TRY IT ▸
Examine the material below. Gather every line in which the string "points" appears.

===== EXTRACTED DATA

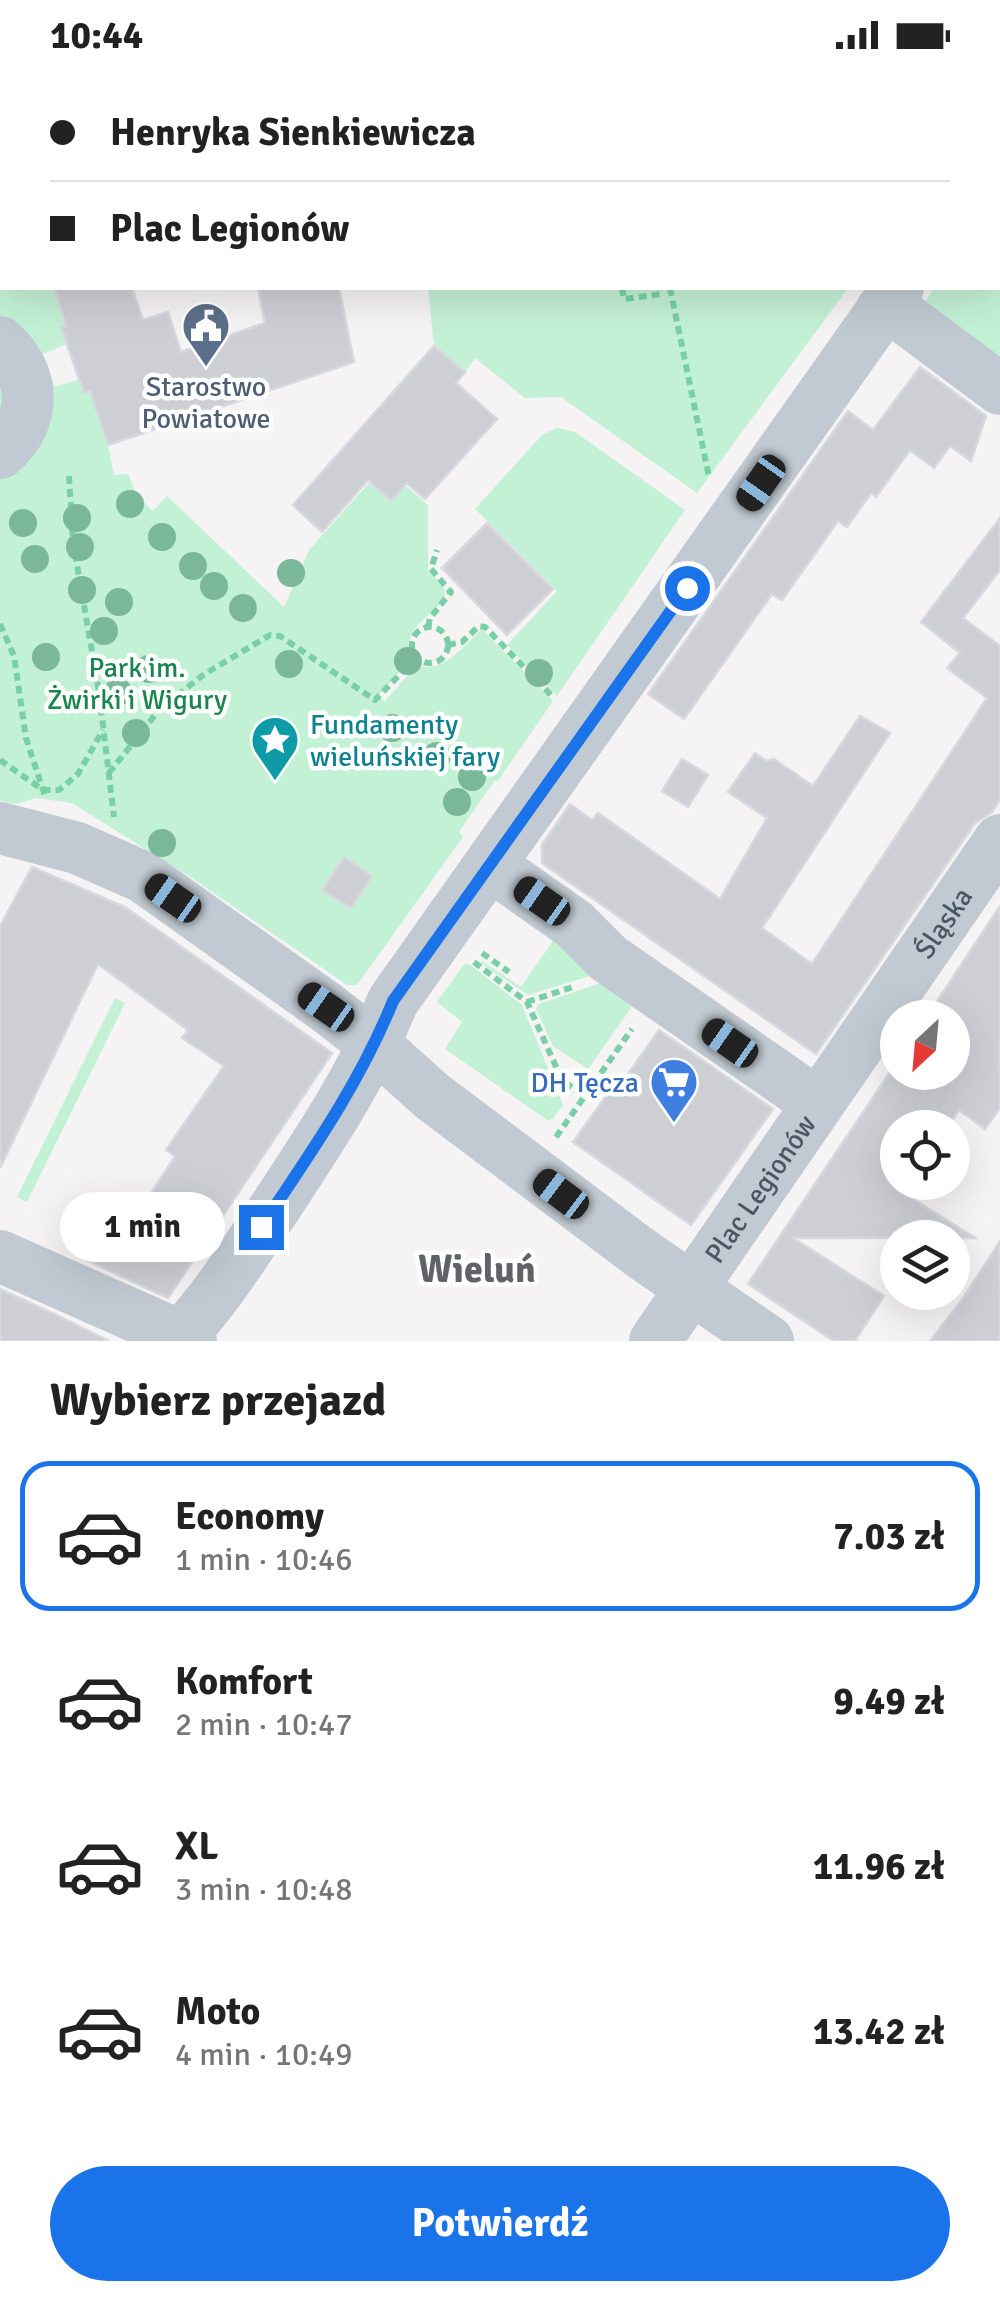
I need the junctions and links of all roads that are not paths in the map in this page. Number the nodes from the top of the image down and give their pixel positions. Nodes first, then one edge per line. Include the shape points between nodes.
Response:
1 (890, 298) edge
2 (0, 342) edge
3 (1000, 389) edge
4 (0, 453) edge
5 (0, 828) edge
6 (1000, 840) edge
7 (490, 865) junction
8 (375, 1045) junction
9 (818, 1104) junction
10 (0, 1256) edge
11 (691, 1290) junction
12 (183, 1339) edge
13 (655, 1341) edge
14 (768, 1341) edge

1 - 3 street via 902,316
1 - 7 street
2 - 4 street via 16,358 29,394 22,428
5 - 8 street, Plac Legionów via 77,848 142,877
6 - 9 street, Śląska
7 - 8 street via 393,1001
7 - 9 street, Plac Legionów via 574,924 608,958
8 - 11 street, Plac Legionów via 462,1119
8 - 12 street via 339,1111
9 - 11 street, Plac Legionów
10 - 12 street
11 - 13 street, Plac Legionów
11 - 14 street

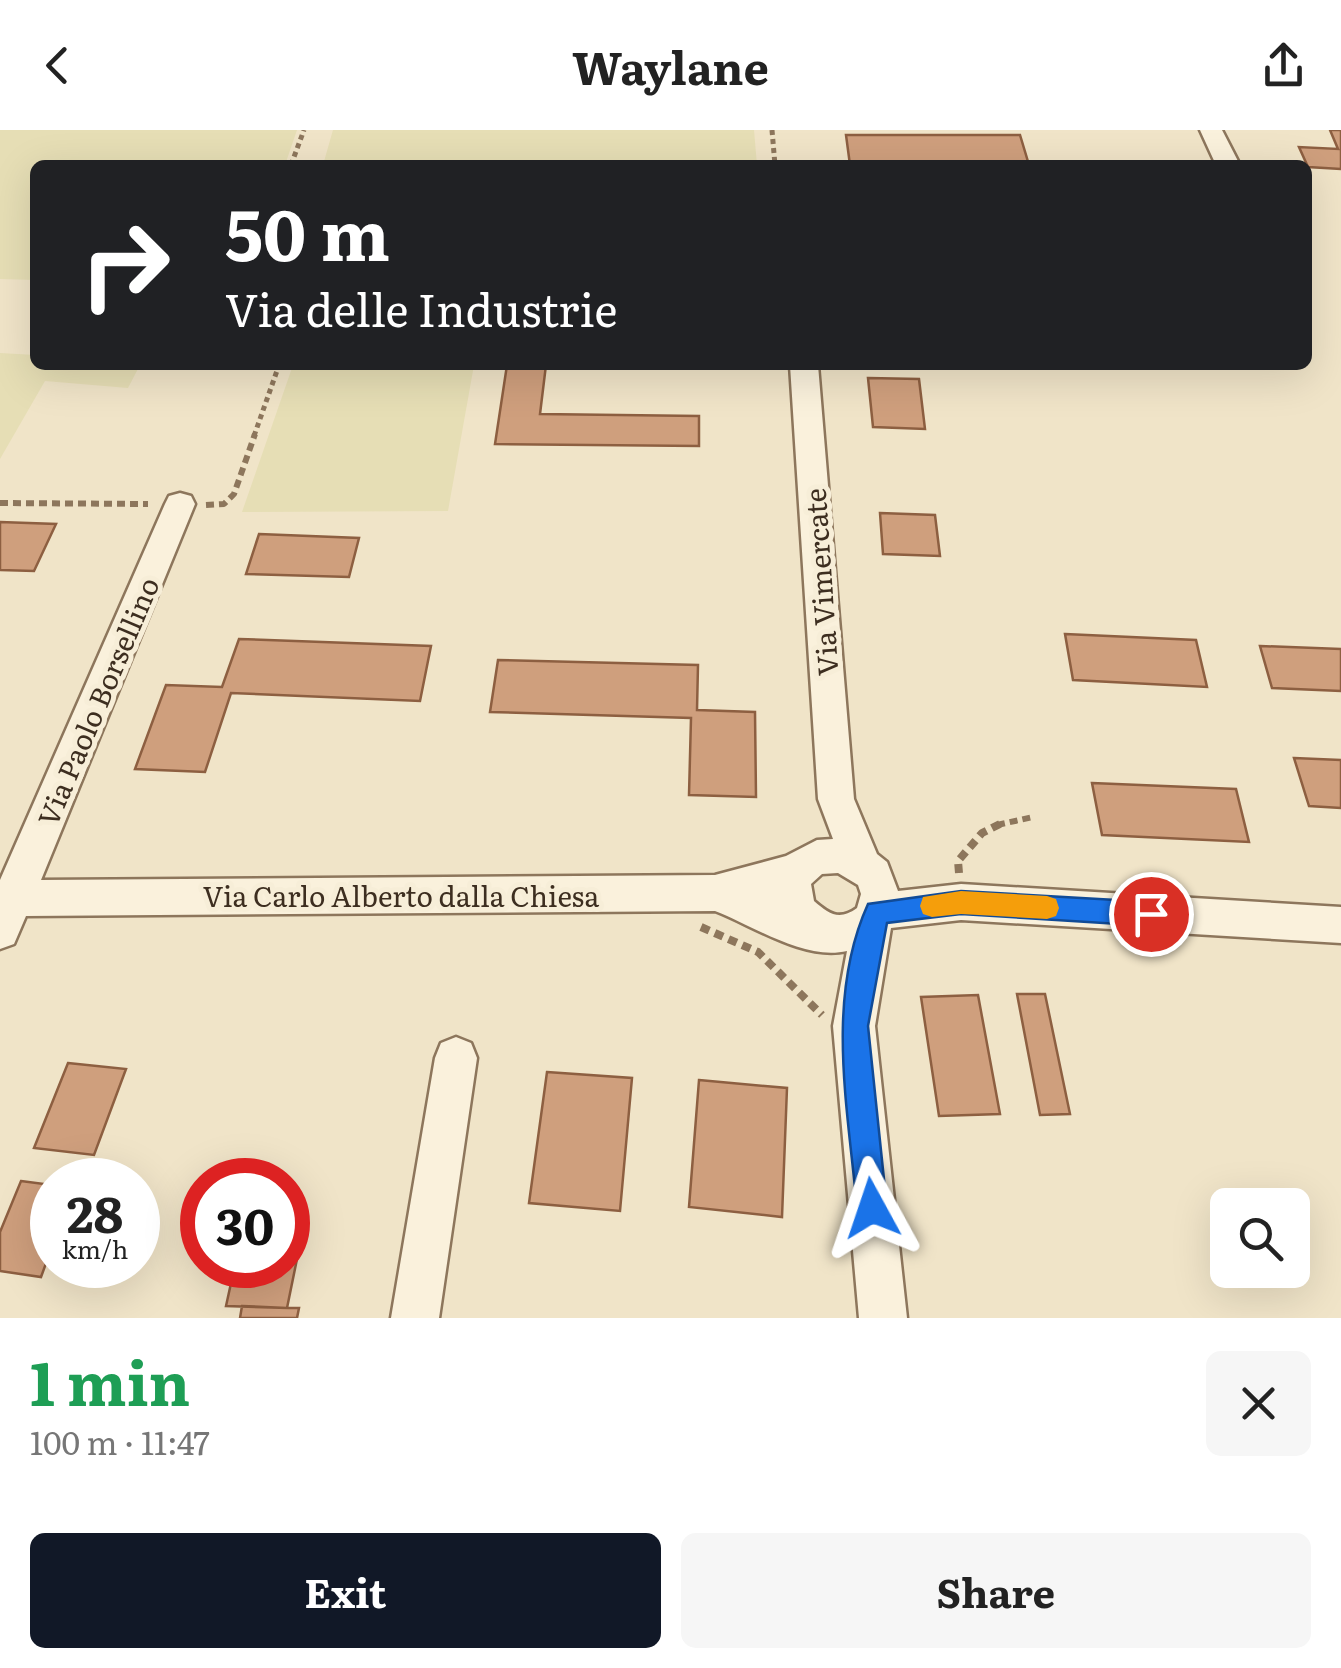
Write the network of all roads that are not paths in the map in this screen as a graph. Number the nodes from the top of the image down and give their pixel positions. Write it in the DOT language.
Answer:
graph roads {
  1 [pos="1211,130"];
  2 [pos="1226,160"];
  3 [pos="804,370"];
  4 [pos="180,504"];
  5 [pos="836,799"];
  6 [pos="805,864"];
  7 [pos="862,865"];
  8 [pos="5,909"];
  9 [pos="706,909"];
  10 [pos="875,915"];
  11 [pos="1341,925"];
  12 [pos="822,933"];
  13 [pos="456,1058"];
  14 [pos="416,1318"];
  15 [pos="883,1318"];
  1 -- 2 [label="street"];
  3 -- 5 [label="street, Via Vimercate"];
  4 -- 8 [label="street, Via Paolo Borsellino"];
  5 -- 6 [label="street, Via Vimercate"];
  5 -- 7 [label="street, Via Vimercate"];
  6 -- 7 [label="street"];
  6 -- 9 [label="street, Via Carlo Alberto dalla Chiesa"];
  6 -- 12 [label="street"];
  7 -- 10 [label="street"];
  8 -- 9 [label="street, Via Carlo Alberto dalla Chiesa"];
  9 -- 12 [label="street"];
  10 -- 11 [label="street"];
  10 -- 12 [label="street"];
  10 -- 15 [label="street"];
  13 -- 14 [label="street"];
}
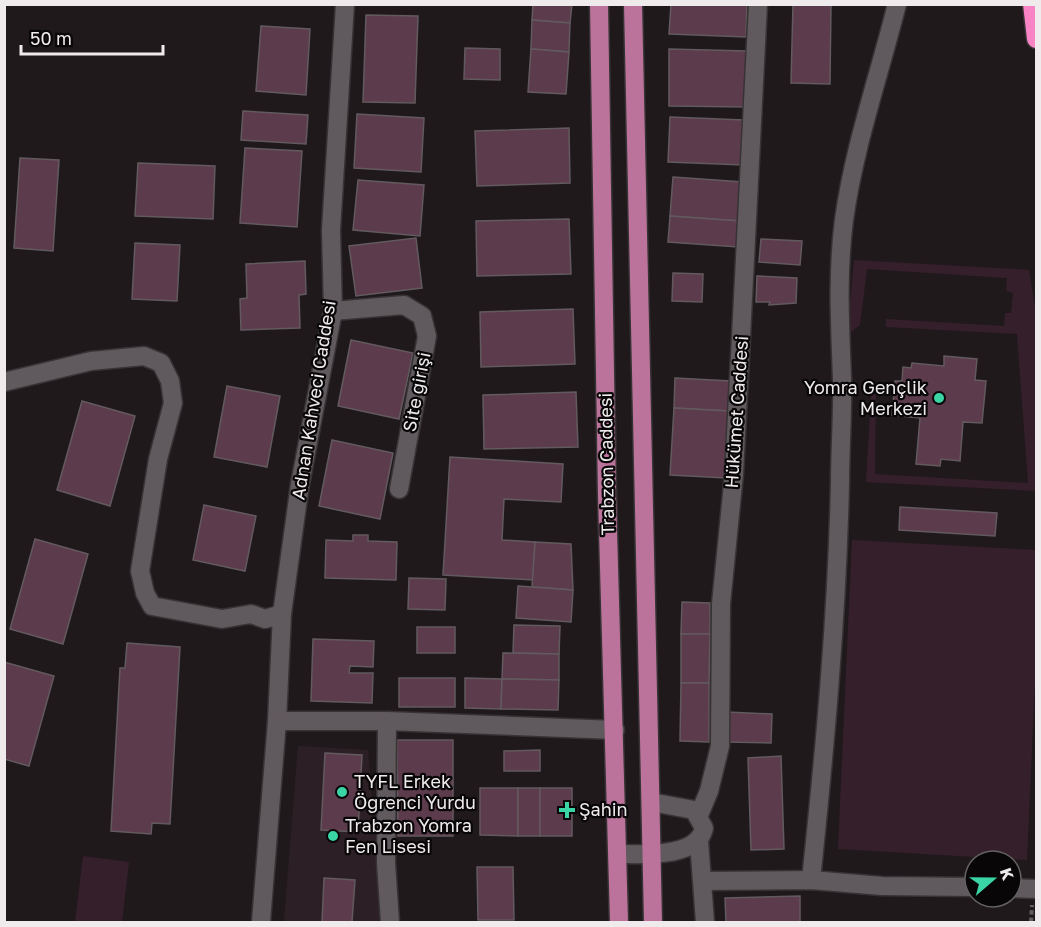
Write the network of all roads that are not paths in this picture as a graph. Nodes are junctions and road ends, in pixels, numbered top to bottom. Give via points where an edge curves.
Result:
1 (345, 4) edge
2 (599, 4) edge
3 (633, 4) edge
4 (758, 4) edge
5 (897, 4) edge
6 (1032, 4) edge
7 (1036, 39) edge
8 (333, 311) junction
9 (4, 382) edge
10 (399, 489) dead end
11 (282, 615) junction
12 (277, 721) junction
13 (387, 721) junction
14 (615, 730) junction
15 (651, 802) junction
16 (699, 815) junction
17 (699, 841) junction
18 (619, 854) junction
19 (652, 854) junction
20 (811, 880) junction
21 (703, 881) junction
22 (963, 887) edge
23 (261, 922) edge
24 (390, 922) edge
25 (619, 922) edge
26 (653, 922) edge
27 (705, 922) edge

1 - 8 street, Adnan Kahveci Caddesi via 332,230
2 - 14 main road, Trabzon Caddesi via 606,483
3 - 15 main road, Trabzon Caddesi
4 - 16 street, Hükümet Caddesi via 735,462 721,604 720,746
5 - 20 street via 854,169 840,266 838,534 831,678
6 - 7 highway
8 - 10 street, Site girişi via 404,305 422,316 427,336
8 - 11 street, Adnan Kahveci Caddesi via 300,484
9 - 11 street via 91,361 144,356 161,363 170,381 173,402 158,459 140,570 145,593 152,606 222,619 251,614 265,619
11 - 12 street, Adnan Kahveci Caddesi
12 - 13 street
12 - 23 street, Adnan Kahveci Caddesi
13 - 14 street
13 - 24 street via 386,863
14 - 18 main road, Trabzon Caddesi
15 - 16 street via 688,808
15 - 19 main road, Trabzon Caddesi
16 - 17 street, Hükümet Caddesi via 704,828
17 - 19 street via 688,848
17 - 21 street, Hükümet Caddesi
18 - 19 street
18 - 25 main road, Trabzon Caddesi
19 - 26 main road, Trabzon Caddesi
20 - 21 street
20 - 22 street
21 - 27 street, Hükümet Caddesi

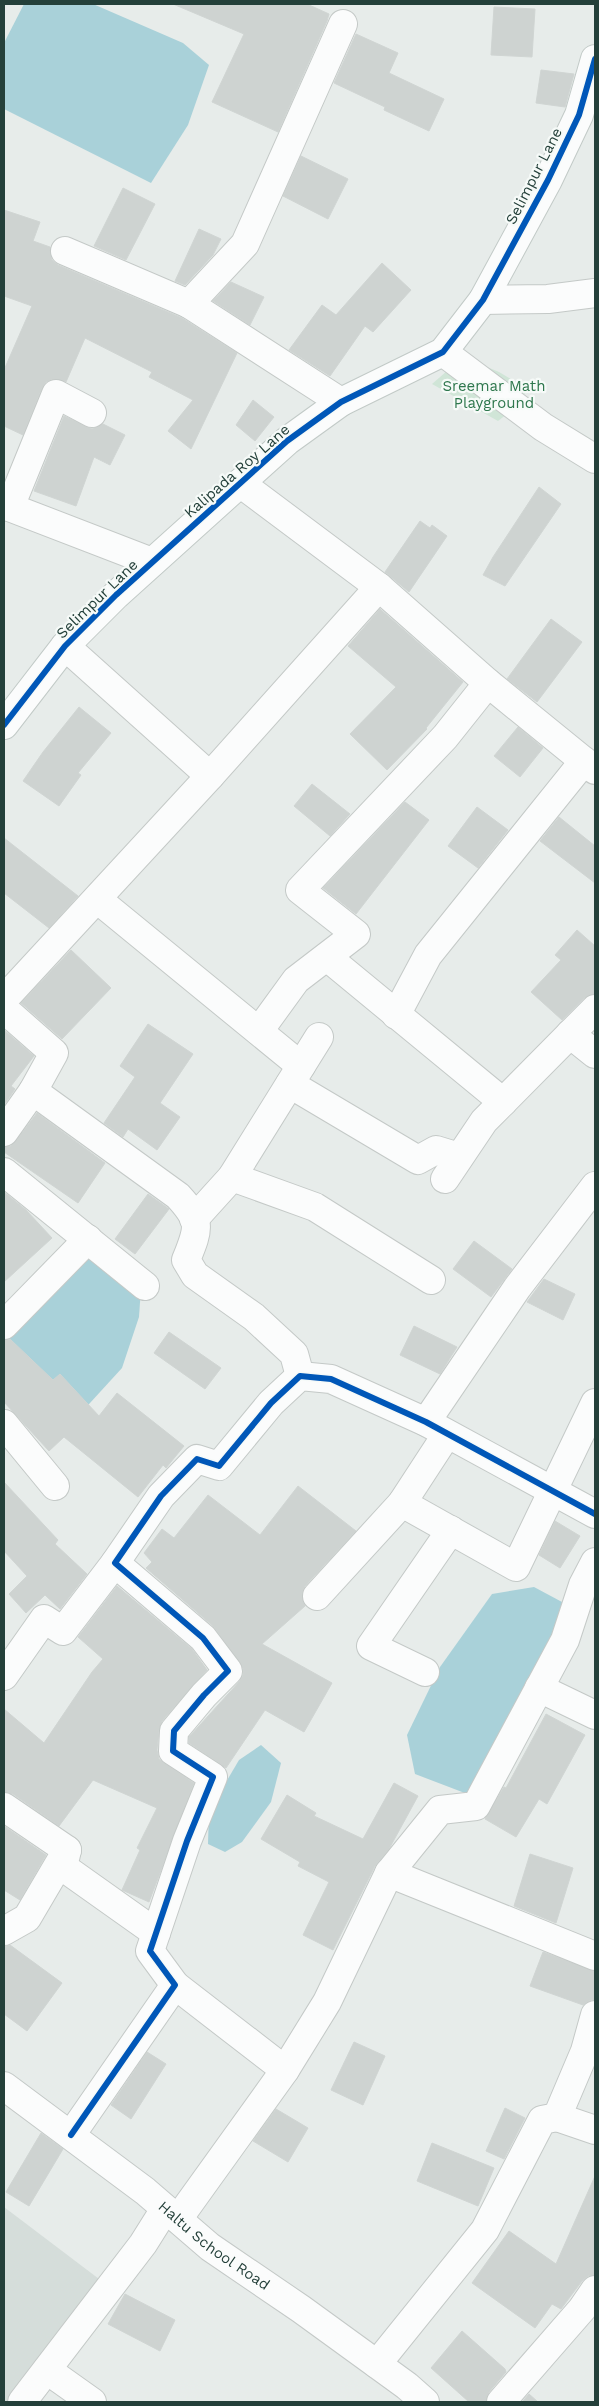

==========

WRITTEN REPLY ▸
I need the junctions and links of all roads that are not paths in the map in this page. Number the nodes from the top of the image down and give their pixel positions. Nodes first, then one edge per line. Include the shape points between nodes.
Write the network of all roads that are not paths in this picture as a graph. Nodes are junctions and road ends, in pixels, numbered top to bottom. Give via points where an edge curves.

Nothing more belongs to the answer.